= Beginning of Section =
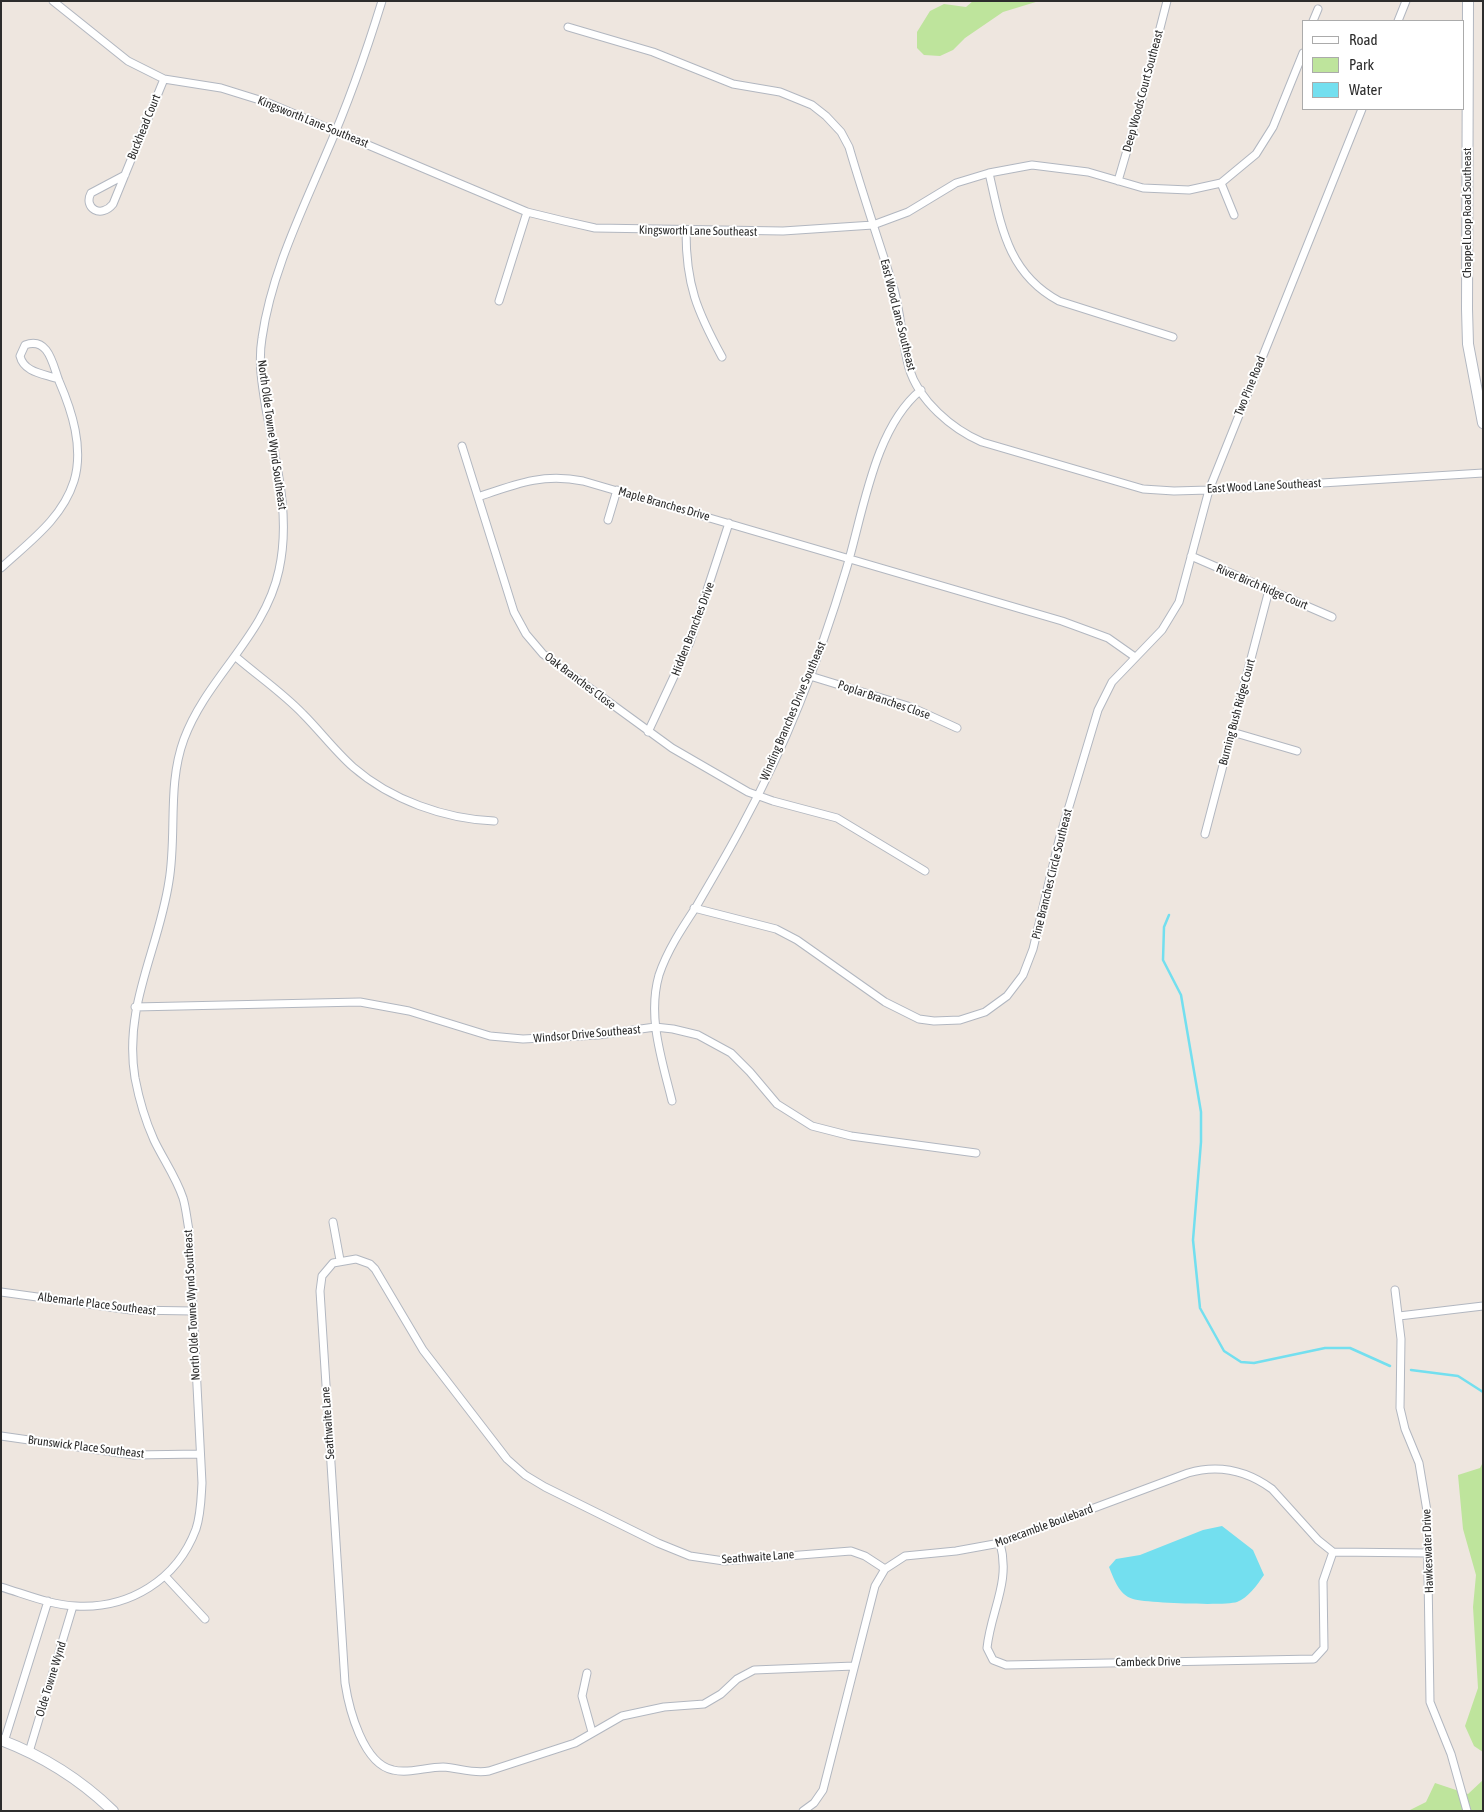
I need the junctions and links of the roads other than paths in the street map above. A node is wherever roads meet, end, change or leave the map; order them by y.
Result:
1 (53, 1) edge
2 (382, 1) edge
3 (1167, 1) edge
4 (1406, 1) edge
5 (1468, 1) edge
6 (1318, 8) dead end
7 (1313, 20) edge
8 (1398, 20) edge
9 (568, 27) dead end
10 (1302, 55) edge
11 (164, 79) junction
12 (1362, 110) edge
13 (336, 131) junction
14 (989, 173) junction
15 (125, 175) junction
16 (1118, 181) junction
17 (1221, 182) junction
18 (527, 212) junction
19 (1234, 215) dead end
20 (873, 225) junction
21 (686, 231) junction
22 (499, 300) dead end
23 (1173, 337) dead end
24 (722, 357) dead end
25 (58, 379) junction
26 (921, 390) junction
27 (1483, 423) edge
28 (462, 446) dead end
29 (1483, 473) edge
30 (617, 490) junction
31 (1209, 490) junction
32 (478, 497) junction
33 (608, 520) dead end
34 (729, 523) junction
35 (1191, 556) junction
36 (850, 558) junction
37 (1, 568) edge
38 (1269, 590) junction
39 (1332, 617) dead end
40 (236, 657) junction
41 (1135, 657) junction
42 (810, 676) junction
43 (957, 728) dead end
44 (648, 732) junction
45 (1232, 732) junction
46 (1297, 751) dead end
47 (758, 796) junction
48 (494, 821) dead end
49 (1205, 834) dead end
50 (925, 871) dead end
51 (694, 908) junction
52 (135, 1007) junction
53 (655, 1027) junction
54 (672, 1101) dead end
55 (976, 1153) dead end
56 (333, 1222) dead end
57 (340, 1260) junction
58 (1395, 1290) dead end
59 (1, 1292) edge
60 (1483, 1306) edge
61 (193, 1311) junction
62 (1399, 1316) junction
63 (1, 1436) edge
64 (200, 1454) junction
65 (1000, 1543) junction
66 (1333, 1552) junction
67 (1428, 1553) junction
68 (885, 1569) junction
69 (164, 1576) junction
70 (1, 1587) edge
71 (48, 1601) junction
72 (73, 1606) junction
73 (205, 1619) dead end
74 (854, 1666) junction
75 (587, 1673) dead end
76 (592, 1732) junction
77 (3, 1741) edge
78 (29, 1752) junction
79 (113, 1811) edge
80 (803, 1811) edge
81 (1467, 1811) edge

1 - 11 street, Kingsworth Lane Southeast
2 - 13 street, North Olde Towne Wynd Southeast
3 - 16 street, Deep Woods Court Southeast
4 - 8 street
5 - 27 street, Chappel Loop Road Southeast
6 - 7 street
9 - 20 street, East Wood Lane Southeast
10 - 17 street, Kingsworth Lane Southeast
11 - 13 street, Kingsworth Lane Southeast
11 - 15 street, Buckhead Court
12 - 31 street, Two Pine Road
13 - 18 street, Kingsworth Lane Southeast
13 - 40 street, North Olde Towne Wynd Southeast
14 - 16 street, Kingsworth Lane Southeast
14 - 20 street, Kingsworth Lane Southeast
14 - 23 street
15 - 15 street, Buckhead Court
16 - 17 street, Kingsworth Lane Southeast
17 - 19 street
18 - 21 street, Kingsworth Lane Southeast
18 - 22 street
20 - 21 street, Kingsworth Lane Southeast
20 - 26 street, East Wood Lane Southeast
21 - 24 street
25 - 25 street
25 - 37 street
26 - 31 street, East Wood Lane Southeast
26 - 36 street, Winding Branches Drive Southeast
28 - 32 street, Oak Branches Close
29 - 31 street, East Wood Lane Southeast
30 - 32 street, Maple Branches Drive
30 - 33 street
30 - 34 street, Maple Branches Drive
31 - 35 street, Two Pine Road
32 - 44 street, Oak Branches Close
34 - 36 street, Maple Branches Drive
34 - 44 street, Hidden Branches Drive
35 - 38 street, River Birch Ridge Court
35 - 41 street, Two Pine Road
36 - 41 street
36 - 42 street, Winding Branches Drive Southeast
38 - 39 street, River Birch Ridge Court
38 - 45 street, Burning Bush Ridge Court
40 - 48 street
40 - 52 street, North Olde Towne Wynd Southeast
41 - 51 street, Pine Branches Circle Southeast
42 - 43 street, Poplar Branches Close
42 - 47 street, Winding Branches Drive Southeast
44 - 47 street, Oak Branches Close
45 - 46 street
45 - 49 street, Burning Bush Ridge Court
47 - 50 street, Oak Branches Close
47 - 51 street, Winding Branches Drive Southeast
51 - 53 street, Winding Branches Drive Southeast
52 - 53 street, Windsor Drive Southeast
52 - 61 street, North Olde Towne Wynd Southeast
53 - 54 street, Winding Branches Drive Southeast
53 - 55 street, Windsor Drive Southeast
56 - 57 street
57 - 68 street, Seathwaite Lane
57 - 76 street, Seathwaite Lane
58 - 62 street, Hawkeswater Drive
59 - 61 street, Albemarle Place Southeast
60 - 62 street
61 - 64 street, North Olde Towne Wynd Southeast
62 - 67 street, Hawkeswater Drive
63 - 64 street, Brunswick Place Southeast
64 - 69 street, North Olde Towne Wynd Southeast
65 - 66 street, Morecamble Boulebard
65 - 66 street, Cambeck Drive
65 - 68 street, Morecamble Boulebard
66 - 67 street
67 - 81 street, Hawkeswater Drive
68 - 74 street
69 - 72 street, North Olde Towne Wynd Southeast
69 - 73 street
70 - 71 street, North Olde Towne Wynd Southeast
71 - 72 street, North Olde Towne Wynd Southeast
71 - 77 street, Olde Towne Wynd
72 - 78 street, Olde Towne Wynd
74 - 76 street, Seathwaite Lane
74 - 80 street
75 - 76 street
77 - 78 street
78 - 79 street

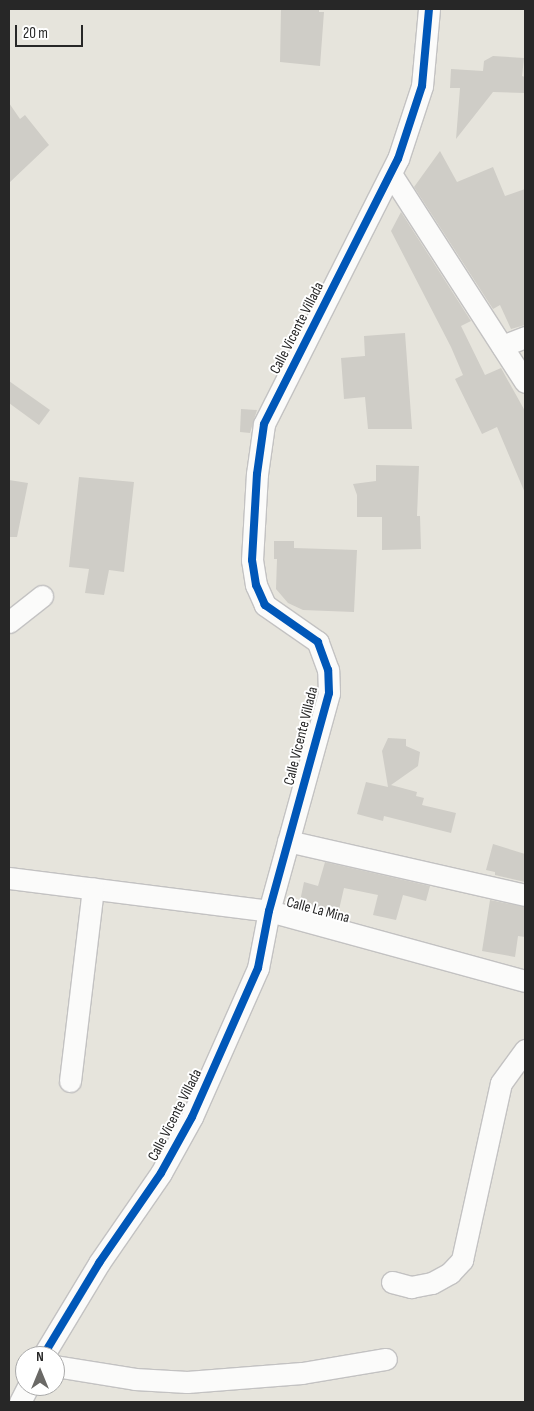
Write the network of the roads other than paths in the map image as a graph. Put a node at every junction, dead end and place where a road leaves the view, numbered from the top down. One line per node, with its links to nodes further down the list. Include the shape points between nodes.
1 (429, 9): 2 (street, Calle Vicente Villada, via 422,86)
2 (391, 174): 4 (street); 8 (street, Calle Vicente Villada, via 264,424 257,474 252,560 256,585 265,605 318,642 328,670 329,693)
3 (525, 337): 4 (street)
4 (502, 346): 5 (street)
5 (525, 382)
6 (42, 596): 7 (street)
7 (9, 622)
8 (288, 840): 11 (street); 12 (street, Calle Vicente Villada)
9 (9, 878): 10 (street, Calle La Mina)
10 (93, 888): 12 (street, Calle La Mina); 15 (street)
11 (525, 895)
12 (269, 911): 13 (street, Calle La Mina); 17 (street, Calle Vicente Villada, via 258,968 192,1117 160,1174 99,1263)
13 (525, 981)
14 (525, 1050): 16 (street, via 501,1083 462,1260 450,1273 432,1283 411,1287)
15 (70, 1081)
16 (392, 1282)
17 (49, 1346)
18 (386, 1359): 19 (street, via 302,1373 187,1382 135,1379)
19 (65, 1368)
= End of Section =
Show all lines from the data above in which the word "Villada" appears.

1 (429, 9): 2 (street, Calle Vicente Villada, via 422,86)
2 (391, 174): 4 (street); 8 (street, Calle Vicente Villada, via 264,424 257,474 252,560 256,585 265,605 318,642 328,670 329,693)
8 (288, 840): 11 (street); 12 (street, Calle Vicente Villada)
12 (269, 911): 13 (street, Calle La Mina); 17 (street, Calle Vicente Villada, via 258,968 192,1117 160,1174 99,1263)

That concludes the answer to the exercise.